▸ EXERCISE PROMPT: In the listing that follows, count each line containing the string "Thayathery" and report only the count.

▸ THE DATA:
_ _ _ _ _ _ _

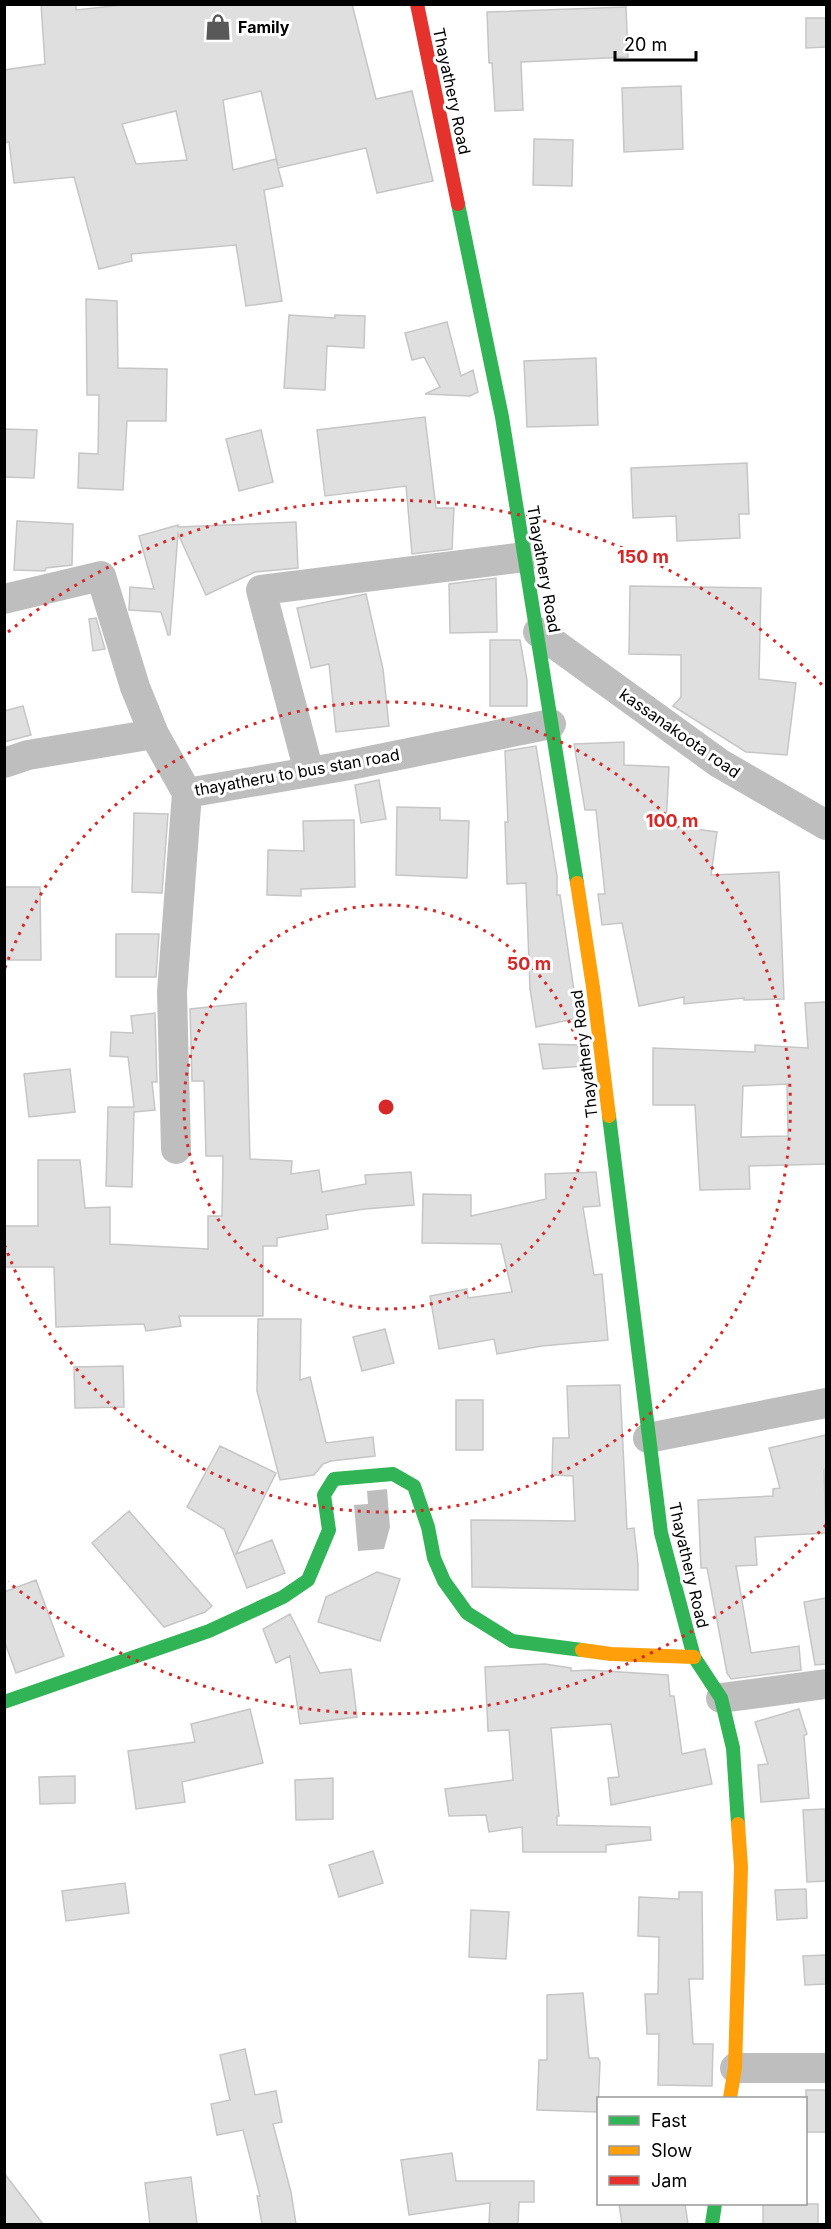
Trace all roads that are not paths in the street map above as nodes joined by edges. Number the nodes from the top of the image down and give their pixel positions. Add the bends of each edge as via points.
1 (417, 4) edge
2 (525, 557) junction
3 (4, 599) edge
4 (538, 632) junction
5 (551, 724) junction
6 (154, 734) junction
7 (4, 763) edge
8 (309, 772) junction
9 (188, 793) junction
10 (826, 825) edge
11 (176, 1149) dead end
12 (826, 1403) edge
13 (648, 1438) junction
14 (694, 1657) junction
15 (826, 1684) edge
16 (721, 1698) junction
17 (4, 1702) edge
18 (735, 2068) junction
19 (826, 2068) edge
20 (730, 2097) edge
21 (715, 2205) edge
22 (712, 2224) edge

1 - 2 street, Thayathery Road via 500,405
2 - 4 street, Thayathery Road
2 - 8 street via 261,590
3 - 6 street, thayatheru to bus stan road via 101,576 135,687
4 - 5 street, Thayathery Road
4 - 10 street, kassanakoota road via 719,764
5 - 8 street, thayatheru to bus stan road
5 - 13 street, Thayathery Road via 593,987
6 - 7 street via 28,755
6 - 9 street, thayatheru to bus stan road
8 - 9 street, thayatheru to bus stan road
9 - 11 street via 172,992
12 - 13 street
13 - 14 street, Thayathery Road via 661,1533
14 - 16 street, Thayathery Road
14 - 17 street via 611,1654 512,1641 467,1613 444,1581 414,1486 393,1474 374,1474 334,1479 324,1495 329,1530 308,1580 283,1597 210,1631
15 - 16 street
16 - 18 street, Thayathery Road via 733,1748 741,1868
18 - 19 street
18 - 20 street, Thayathery Road
21 - 22 street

_ _ _ _ _ _ _

▸ SOLUTION: 8